Both the line below containing "ring mcp: (339, 414)" and the line containing "ring dip: (325, 359)", along with every line between them, should be repeated exactly; no other line belongs in the answer.
_ _ _ _ _ _ _
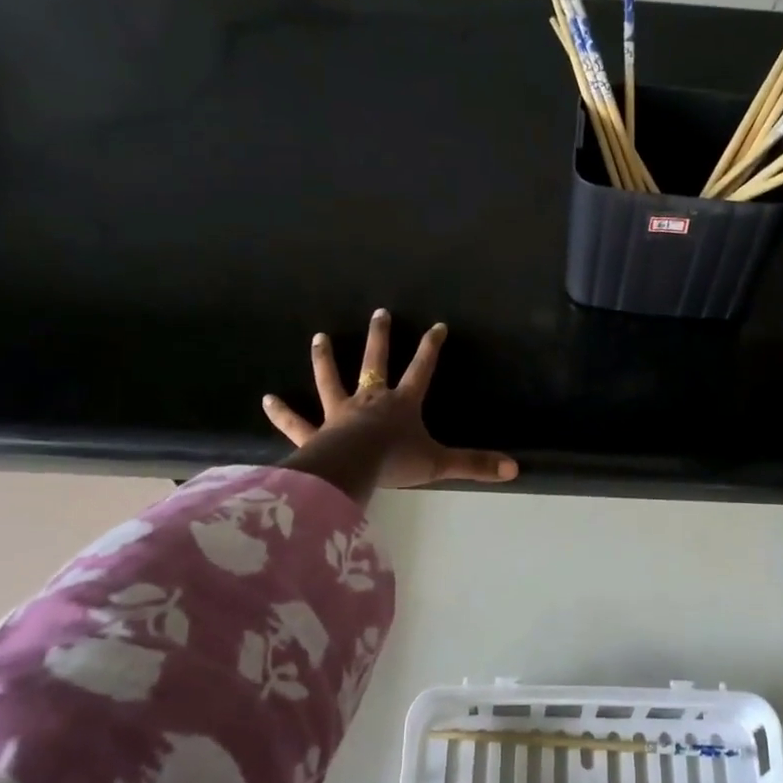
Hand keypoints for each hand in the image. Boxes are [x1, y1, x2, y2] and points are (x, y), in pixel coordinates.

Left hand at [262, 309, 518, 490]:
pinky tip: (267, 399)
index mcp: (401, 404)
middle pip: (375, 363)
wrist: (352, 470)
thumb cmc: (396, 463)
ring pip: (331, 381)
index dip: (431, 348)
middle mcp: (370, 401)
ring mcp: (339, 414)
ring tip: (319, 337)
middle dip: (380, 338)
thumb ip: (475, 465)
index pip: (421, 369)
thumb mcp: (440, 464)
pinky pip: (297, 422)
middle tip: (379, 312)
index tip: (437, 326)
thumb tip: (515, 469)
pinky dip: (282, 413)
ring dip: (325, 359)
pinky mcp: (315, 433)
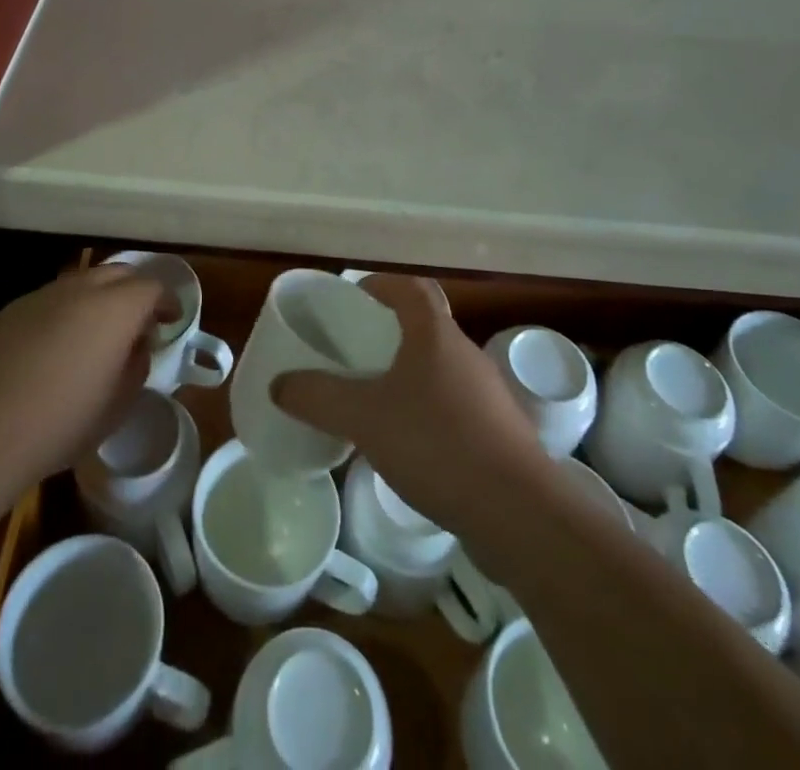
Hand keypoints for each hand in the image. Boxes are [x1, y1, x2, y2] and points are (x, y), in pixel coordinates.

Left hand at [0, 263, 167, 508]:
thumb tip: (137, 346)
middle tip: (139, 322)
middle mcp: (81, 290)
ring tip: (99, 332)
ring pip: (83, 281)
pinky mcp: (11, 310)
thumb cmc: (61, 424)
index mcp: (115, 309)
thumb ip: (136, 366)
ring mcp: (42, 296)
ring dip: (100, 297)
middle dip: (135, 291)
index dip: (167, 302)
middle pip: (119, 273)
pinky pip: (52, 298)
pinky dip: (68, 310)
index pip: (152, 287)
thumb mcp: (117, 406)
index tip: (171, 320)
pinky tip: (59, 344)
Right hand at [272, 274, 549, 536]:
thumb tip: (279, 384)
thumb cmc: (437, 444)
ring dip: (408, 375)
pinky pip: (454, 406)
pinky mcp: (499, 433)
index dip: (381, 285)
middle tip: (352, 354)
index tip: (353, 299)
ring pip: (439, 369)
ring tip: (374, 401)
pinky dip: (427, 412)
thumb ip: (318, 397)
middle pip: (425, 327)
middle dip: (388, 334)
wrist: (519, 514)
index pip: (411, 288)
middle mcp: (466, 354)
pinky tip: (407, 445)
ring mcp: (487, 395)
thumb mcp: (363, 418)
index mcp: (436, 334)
_ _ _ _ _ _ _
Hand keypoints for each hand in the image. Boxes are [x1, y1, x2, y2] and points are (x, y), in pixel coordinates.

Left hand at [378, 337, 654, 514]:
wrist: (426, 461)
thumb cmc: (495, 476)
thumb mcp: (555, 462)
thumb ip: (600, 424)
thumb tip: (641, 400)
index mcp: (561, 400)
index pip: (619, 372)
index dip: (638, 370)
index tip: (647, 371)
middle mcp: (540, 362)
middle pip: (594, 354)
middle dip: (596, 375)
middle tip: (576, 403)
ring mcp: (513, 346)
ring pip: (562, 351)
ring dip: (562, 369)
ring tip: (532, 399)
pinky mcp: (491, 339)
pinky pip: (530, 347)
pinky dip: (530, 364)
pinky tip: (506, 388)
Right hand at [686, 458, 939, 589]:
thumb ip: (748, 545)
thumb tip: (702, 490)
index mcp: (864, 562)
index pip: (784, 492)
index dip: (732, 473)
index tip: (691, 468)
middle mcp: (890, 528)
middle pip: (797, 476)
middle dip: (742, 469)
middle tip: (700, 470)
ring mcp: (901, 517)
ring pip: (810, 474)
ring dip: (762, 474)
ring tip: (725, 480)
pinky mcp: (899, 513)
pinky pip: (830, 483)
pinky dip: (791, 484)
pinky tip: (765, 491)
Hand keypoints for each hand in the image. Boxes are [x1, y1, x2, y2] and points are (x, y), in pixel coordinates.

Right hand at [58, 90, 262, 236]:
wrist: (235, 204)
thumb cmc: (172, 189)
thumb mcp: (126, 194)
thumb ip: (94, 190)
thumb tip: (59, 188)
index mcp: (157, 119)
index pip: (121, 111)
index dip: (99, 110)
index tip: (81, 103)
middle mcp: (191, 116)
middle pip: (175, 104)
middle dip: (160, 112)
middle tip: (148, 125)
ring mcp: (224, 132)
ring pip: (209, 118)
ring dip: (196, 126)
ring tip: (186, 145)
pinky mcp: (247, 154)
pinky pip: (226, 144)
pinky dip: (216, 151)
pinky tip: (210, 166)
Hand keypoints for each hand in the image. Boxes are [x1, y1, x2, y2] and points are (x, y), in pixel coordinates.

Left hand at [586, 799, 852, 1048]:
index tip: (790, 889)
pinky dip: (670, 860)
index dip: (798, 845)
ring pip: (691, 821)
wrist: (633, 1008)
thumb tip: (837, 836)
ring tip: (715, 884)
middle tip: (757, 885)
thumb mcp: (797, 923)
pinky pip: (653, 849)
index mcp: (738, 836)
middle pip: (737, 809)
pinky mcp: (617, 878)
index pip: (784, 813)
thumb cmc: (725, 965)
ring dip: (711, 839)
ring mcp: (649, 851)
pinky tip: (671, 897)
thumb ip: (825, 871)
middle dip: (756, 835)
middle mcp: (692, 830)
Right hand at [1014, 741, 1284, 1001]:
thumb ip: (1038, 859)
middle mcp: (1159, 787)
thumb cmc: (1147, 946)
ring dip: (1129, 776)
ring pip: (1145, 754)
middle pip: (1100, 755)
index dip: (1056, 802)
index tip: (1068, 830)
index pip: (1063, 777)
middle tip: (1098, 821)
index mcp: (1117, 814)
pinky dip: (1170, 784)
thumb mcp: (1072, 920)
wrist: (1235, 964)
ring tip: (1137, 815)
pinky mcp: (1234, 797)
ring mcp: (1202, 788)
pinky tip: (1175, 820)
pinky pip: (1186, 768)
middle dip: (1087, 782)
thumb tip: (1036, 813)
_ _ _ _ _ _ _
### SOLUTION TO THIS PROBLEM
ring mcp: (339, 414)
ring tip: (319, 337)
middle dip: (380, 338)
thumb ip: (475, 465)
index pip: (421, 369)
thumb mcp: (440, 464)
pinky pip: (297, 422)
middle tip: (379, 312)
index tip: (437, 326)
thumb tip: (515, 469)
pinky dip: (282, 413)
ring dip: (325, 359)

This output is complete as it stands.